A first thought: IIS is a little whacky in what characters it allows in
URL's. This is set through the [https://msdn.microsoft.com/en-
us/library/system.web.configuration.httpruntimesection.requestpathinvalidcharacters(v=vs.110).aspx
HttpRuntimeSection.RequestPathInvalidCharacters] property. The default set
of invalid charachters is: `<,>,*,%,&,:,\\` and this behaviour can be
overwritten in the web.config file, in the `httpRuntime` node of
`system.web`, e.g:
`<httpRuntime requestPathInvalidCharacters=""/>` (allowing all characters)
`<httpRuntime requestPathInvalidCharacters="<,>,*,%,:,\,?"/>` (keeping the
default, but allowing %)
There are some caveats on allowing all characters though... And
unfortunately, this won't fix this particular Post Slug problem in
WordPress just yet.
Witnessed behavior after my first thought:
A post with the percent sign as '''first character''' (`%100 work` from
the previous example) creates the Slug `/0-work/`. Copy pasting that slug
(''Edit'' in the Permalink) into a text editor like Notepad++ shows a
[https://en.wikipedia.org/wiki/Control_character DLE control character]

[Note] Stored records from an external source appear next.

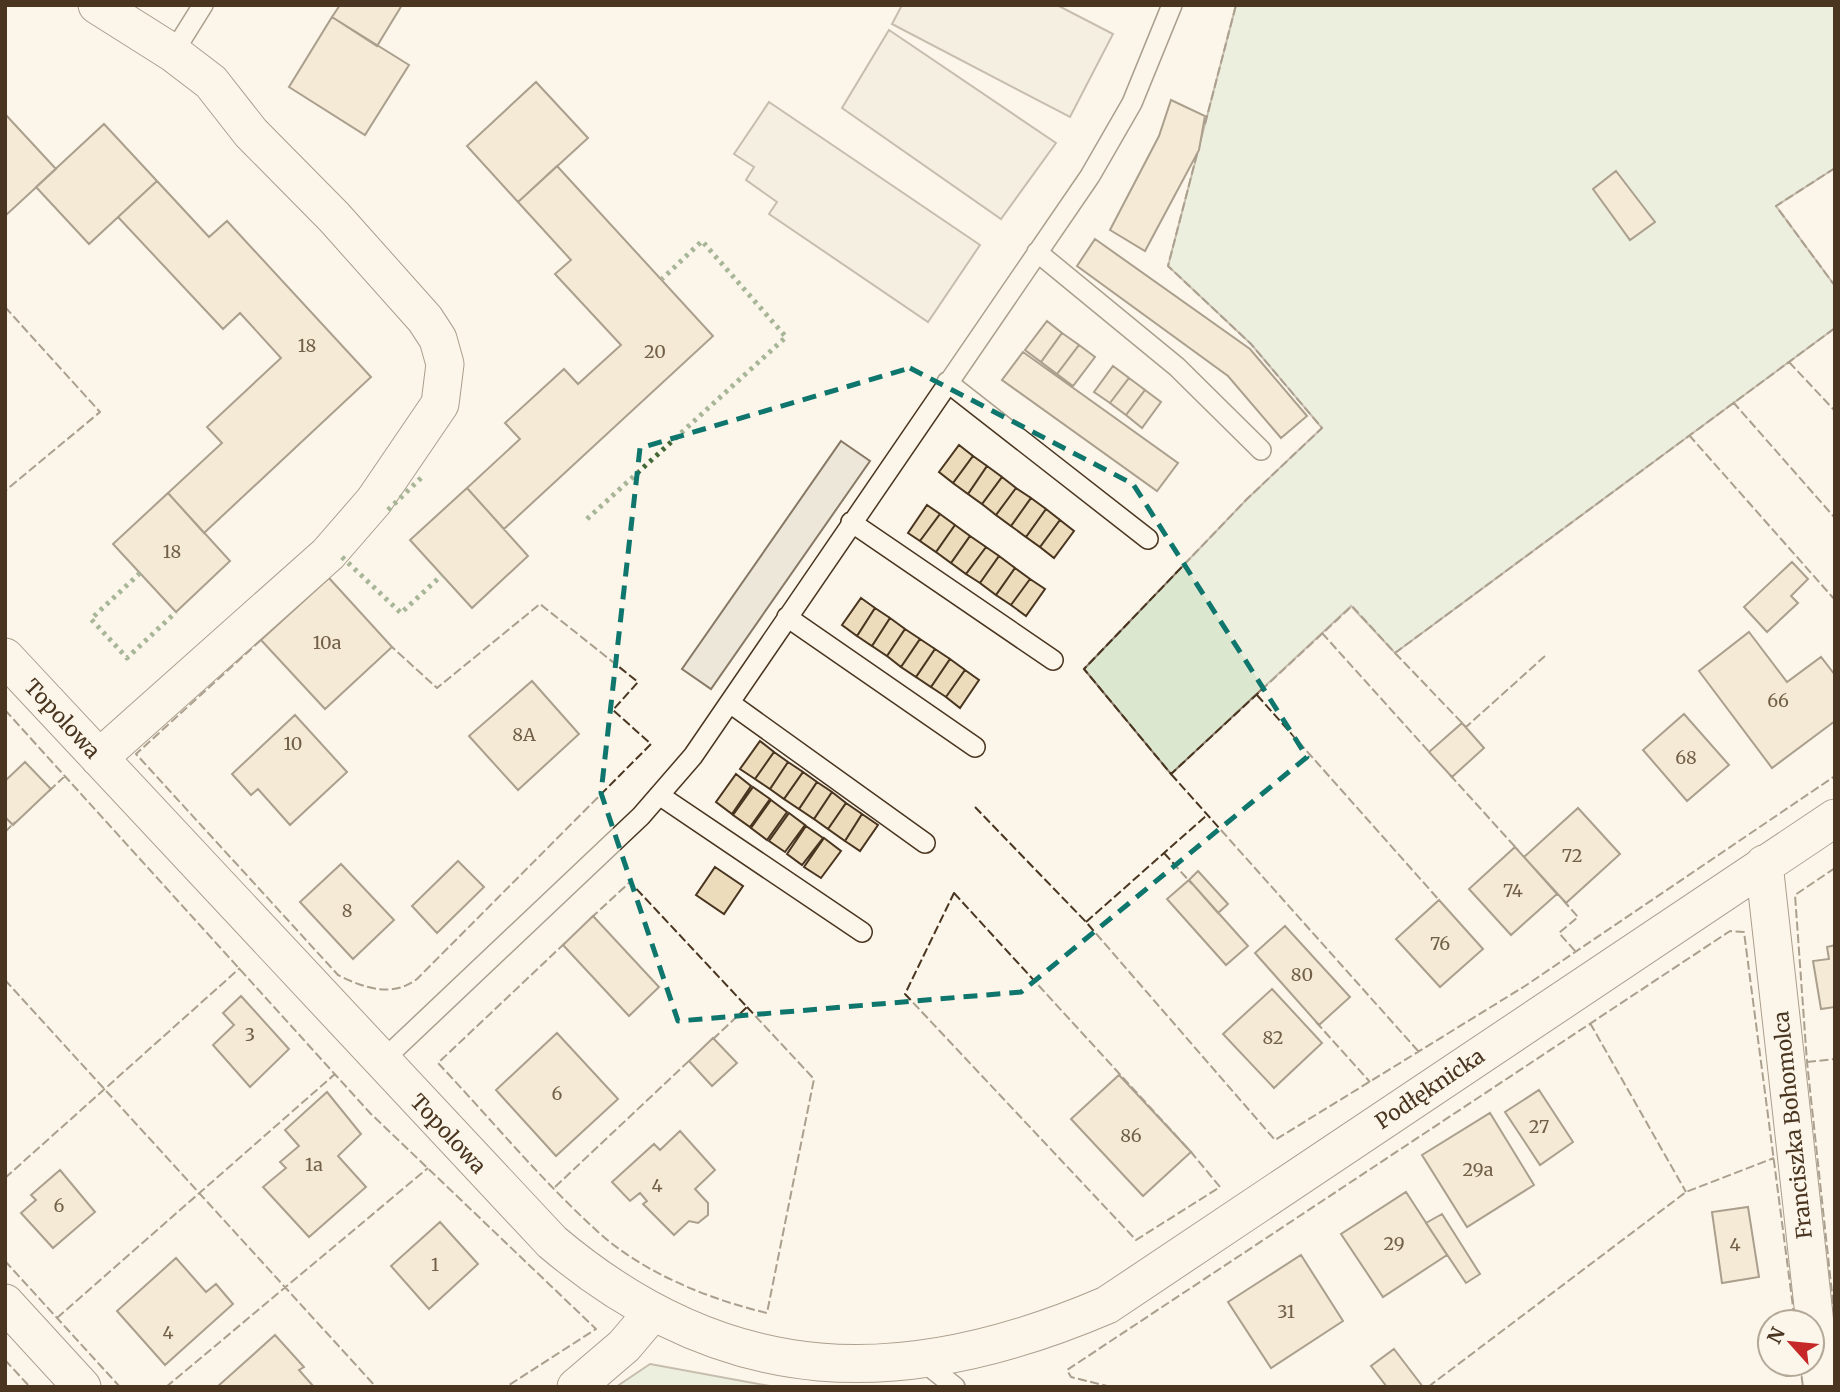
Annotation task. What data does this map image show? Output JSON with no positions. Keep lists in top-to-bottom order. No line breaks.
{"streets":{"street":["Topolowa","Podłęknicka","Franciszka Bohomolca"]},"crossings":[["Topolowa","Podłęknicka"],["Podłęknicka","Franciszka Bohomolca"]],"house_numbers":["18","20","18","10a","66","8A","10","68","72","74","8","76","80","3","82","6","27","86","1a","29a","4","6","29","4","1","31","4"],"north":"top left"}
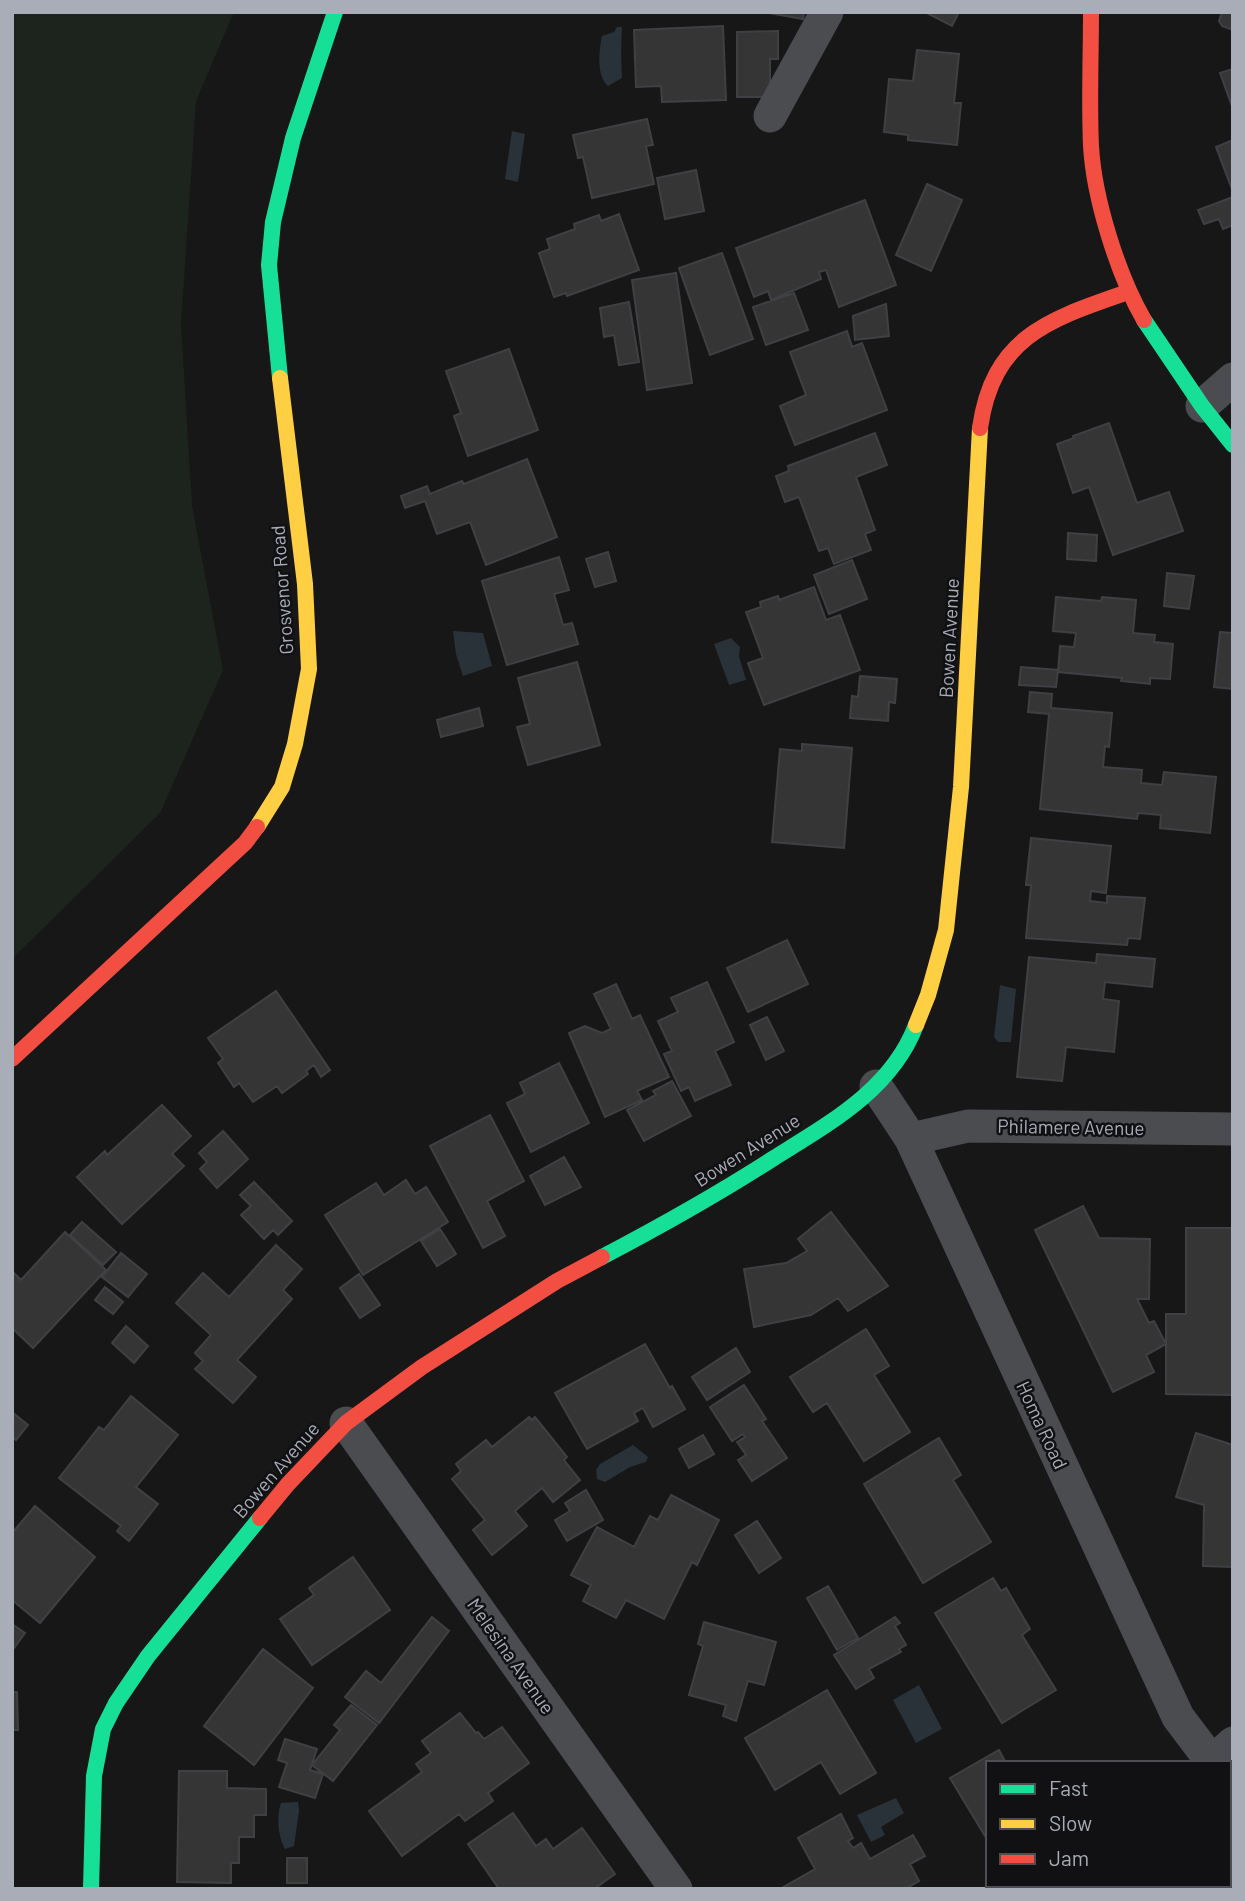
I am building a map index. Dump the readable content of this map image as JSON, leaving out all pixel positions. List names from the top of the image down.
{
  "streets": {
    "street": [
      "Grosvenor Road",
      "Bowen Avenue",
      "Philamere Avenue",
      "Homa Road",
      "Melesina Avenue"
    ]
  },
  "crossings": [
    ["Bowen Avenue", "Homa Road"],
    ["Bowen Avenue", "Melesina Avenue"],
    ["Philamere Avenue", "Homa Road"]
  ],
  "legend": ["Fast", "Slow", "Jam"]
}
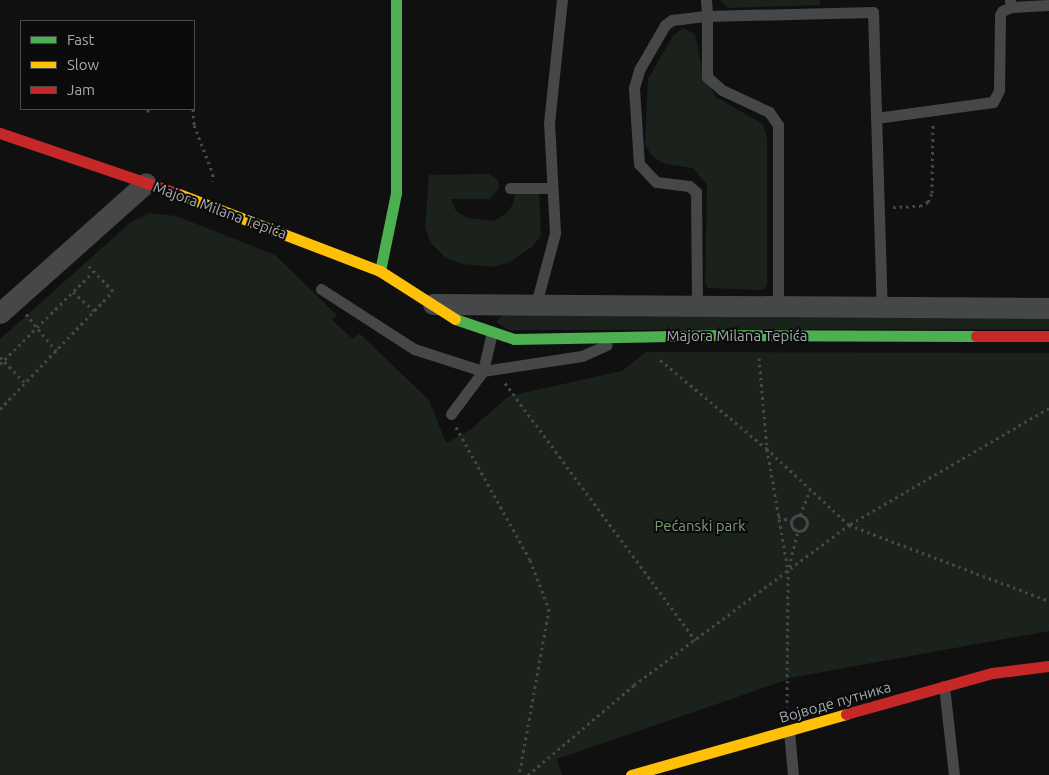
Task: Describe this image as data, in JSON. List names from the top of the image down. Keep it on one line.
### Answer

where the `%10` was supposed to be.
So, in my opinion this is urlencoding gone bad and not an IIS error; ASCII
character 10hex (or 16 decimal) is the DLE character. This is discussed in
#25021.
Some more investigation because we want to get further:
After publishing, the slug `/0-work/` is redirected to
`http://example.com/%100-work/`. On its turn, IIS returns a HTTP 400
'''"Bad Request - Invalid URL"''', even with
`requestPathInvalidCharacters` emptied in web.config. Probably due to the
control character, of which we already established is there.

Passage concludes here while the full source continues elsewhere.